Stored data entries
━━━━━━━━
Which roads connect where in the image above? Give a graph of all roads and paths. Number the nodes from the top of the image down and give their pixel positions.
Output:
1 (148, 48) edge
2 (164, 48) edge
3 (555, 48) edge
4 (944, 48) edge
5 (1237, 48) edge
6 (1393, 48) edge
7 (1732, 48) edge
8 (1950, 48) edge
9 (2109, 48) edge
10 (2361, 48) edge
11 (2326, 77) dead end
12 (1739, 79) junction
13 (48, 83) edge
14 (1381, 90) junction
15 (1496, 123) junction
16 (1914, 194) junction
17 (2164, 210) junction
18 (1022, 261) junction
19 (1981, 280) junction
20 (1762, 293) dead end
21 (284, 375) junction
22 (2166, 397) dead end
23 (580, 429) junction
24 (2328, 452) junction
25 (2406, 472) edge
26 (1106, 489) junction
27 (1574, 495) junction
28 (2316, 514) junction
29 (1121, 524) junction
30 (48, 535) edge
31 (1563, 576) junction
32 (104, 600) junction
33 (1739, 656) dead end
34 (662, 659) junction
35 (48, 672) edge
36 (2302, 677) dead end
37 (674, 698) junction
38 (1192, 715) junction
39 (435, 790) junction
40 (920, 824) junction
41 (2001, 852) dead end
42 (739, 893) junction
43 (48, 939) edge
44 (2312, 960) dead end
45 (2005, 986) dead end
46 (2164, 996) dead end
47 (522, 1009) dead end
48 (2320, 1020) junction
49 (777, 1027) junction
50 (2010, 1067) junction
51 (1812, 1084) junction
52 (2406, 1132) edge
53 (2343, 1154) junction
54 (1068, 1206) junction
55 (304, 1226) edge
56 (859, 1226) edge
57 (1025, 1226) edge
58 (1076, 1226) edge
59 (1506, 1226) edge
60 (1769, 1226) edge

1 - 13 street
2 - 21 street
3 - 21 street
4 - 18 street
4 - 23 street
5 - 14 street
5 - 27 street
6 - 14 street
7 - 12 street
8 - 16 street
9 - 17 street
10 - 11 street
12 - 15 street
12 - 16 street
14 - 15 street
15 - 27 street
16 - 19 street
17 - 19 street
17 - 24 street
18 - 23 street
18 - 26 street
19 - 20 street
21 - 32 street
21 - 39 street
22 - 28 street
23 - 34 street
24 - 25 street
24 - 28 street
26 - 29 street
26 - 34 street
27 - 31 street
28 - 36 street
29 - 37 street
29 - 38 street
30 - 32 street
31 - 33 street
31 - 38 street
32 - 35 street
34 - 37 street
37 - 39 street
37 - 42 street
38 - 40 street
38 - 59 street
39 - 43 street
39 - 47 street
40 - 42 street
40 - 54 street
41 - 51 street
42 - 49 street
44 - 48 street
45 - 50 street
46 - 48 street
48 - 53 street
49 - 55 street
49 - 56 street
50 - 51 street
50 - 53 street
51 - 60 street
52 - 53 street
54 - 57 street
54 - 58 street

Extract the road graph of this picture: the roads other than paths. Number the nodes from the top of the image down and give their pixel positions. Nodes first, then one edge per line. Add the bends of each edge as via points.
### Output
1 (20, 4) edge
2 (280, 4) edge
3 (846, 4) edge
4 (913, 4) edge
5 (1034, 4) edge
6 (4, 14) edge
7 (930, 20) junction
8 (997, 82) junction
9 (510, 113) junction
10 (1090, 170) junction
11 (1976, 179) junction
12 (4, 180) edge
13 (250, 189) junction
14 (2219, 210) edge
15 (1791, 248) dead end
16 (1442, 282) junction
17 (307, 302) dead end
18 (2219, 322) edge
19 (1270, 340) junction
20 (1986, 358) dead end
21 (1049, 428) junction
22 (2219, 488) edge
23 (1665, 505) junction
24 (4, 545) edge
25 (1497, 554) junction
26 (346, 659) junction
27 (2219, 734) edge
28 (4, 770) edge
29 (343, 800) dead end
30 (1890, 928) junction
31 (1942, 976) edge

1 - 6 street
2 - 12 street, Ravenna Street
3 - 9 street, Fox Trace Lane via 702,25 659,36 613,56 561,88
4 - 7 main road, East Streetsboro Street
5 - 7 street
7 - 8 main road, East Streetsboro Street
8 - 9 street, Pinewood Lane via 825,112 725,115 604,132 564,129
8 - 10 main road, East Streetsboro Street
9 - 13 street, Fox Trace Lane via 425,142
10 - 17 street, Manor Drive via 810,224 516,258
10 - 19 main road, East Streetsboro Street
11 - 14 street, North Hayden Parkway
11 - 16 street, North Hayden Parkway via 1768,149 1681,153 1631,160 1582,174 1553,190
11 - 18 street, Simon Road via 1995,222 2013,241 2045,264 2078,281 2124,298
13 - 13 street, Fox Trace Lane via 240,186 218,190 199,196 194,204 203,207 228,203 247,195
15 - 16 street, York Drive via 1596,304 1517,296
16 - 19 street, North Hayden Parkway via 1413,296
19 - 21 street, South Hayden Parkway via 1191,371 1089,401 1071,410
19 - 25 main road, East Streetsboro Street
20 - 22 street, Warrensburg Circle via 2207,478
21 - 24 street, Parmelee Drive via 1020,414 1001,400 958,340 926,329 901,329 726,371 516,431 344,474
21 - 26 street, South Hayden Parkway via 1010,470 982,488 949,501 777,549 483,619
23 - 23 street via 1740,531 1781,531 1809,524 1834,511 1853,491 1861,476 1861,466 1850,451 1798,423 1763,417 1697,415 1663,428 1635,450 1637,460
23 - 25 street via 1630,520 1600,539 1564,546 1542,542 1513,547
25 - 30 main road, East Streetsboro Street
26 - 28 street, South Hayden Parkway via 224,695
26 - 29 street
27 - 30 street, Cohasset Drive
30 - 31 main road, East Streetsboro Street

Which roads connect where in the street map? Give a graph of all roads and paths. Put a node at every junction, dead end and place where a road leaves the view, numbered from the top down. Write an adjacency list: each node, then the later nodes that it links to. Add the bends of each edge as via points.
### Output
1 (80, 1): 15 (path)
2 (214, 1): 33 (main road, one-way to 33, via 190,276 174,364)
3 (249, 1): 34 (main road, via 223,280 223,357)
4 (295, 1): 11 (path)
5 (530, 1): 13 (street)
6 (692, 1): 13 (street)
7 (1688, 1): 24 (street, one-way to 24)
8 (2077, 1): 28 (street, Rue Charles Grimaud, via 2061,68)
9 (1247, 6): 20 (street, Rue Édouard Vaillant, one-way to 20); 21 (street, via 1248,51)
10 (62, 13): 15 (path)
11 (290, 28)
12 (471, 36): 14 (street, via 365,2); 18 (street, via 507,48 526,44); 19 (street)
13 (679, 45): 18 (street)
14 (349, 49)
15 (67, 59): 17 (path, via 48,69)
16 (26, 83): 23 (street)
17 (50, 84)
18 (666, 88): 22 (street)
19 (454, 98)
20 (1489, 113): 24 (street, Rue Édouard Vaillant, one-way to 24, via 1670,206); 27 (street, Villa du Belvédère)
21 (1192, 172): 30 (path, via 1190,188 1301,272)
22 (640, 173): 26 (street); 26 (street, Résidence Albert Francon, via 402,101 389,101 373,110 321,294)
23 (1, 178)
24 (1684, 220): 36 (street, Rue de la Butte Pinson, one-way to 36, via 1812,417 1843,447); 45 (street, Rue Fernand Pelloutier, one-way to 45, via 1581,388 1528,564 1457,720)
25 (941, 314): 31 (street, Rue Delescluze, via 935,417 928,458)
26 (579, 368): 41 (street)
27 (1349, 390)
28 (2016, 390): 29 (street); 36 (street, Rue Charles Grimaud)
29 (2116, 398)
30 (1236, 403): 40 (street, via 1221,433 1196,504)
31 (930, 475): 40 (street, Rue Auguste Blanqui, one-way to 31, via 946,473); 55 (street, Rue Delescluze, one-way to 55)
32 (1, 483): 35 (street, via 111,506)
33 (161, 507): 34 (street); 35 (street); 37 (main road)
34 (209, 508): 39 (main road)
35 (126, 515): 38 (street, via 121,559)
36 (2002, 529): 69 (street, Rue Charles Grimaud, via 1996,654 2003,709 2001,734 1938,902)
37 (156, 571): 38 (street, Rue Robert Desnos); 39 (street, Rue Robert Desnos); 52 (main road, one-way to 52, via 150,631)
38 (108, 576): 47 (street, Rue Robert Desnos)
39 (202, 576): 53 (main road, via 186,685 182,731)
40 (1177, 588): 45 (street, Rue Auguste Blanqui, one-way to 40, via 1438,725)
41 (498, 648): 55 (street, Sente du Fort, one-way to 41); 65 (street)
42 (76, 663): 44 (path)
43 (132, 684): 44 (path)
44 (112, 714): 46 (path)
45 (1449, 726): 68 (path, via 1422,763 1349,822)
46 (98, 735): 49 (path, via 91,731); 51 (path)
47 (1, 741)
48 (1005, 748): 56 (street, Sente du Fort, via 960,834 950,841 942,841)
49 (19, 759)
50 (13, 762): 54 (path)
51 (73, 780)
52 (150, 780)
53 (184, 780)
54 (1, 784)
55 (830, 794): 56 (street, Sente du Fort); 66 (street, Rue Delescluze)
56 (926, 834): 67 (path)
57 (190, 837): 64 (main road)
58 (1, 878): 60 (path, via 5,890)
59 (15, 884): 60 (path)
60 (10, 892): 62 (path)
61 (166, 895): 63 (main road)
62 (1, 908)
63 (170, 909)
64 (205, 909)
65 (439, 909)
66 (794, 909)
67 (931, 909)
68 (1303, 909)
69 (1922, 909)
━━━━━━━━
EXERCISE PROMPT:
Scan the data above; copy every line where "pixel" appears.

REPLY TO THE EXERCISE:
Which roads connect where in the image above? Give a graph of all roads and paths. Number the nodes from the top of the image down and give their pixel positions.
Extract the road graph of this picture: the roads other than paths. Number the nodes from the top of the image down and give their pixel positions. Nodes first, then one edge per line. Add the bends of each edge as via points.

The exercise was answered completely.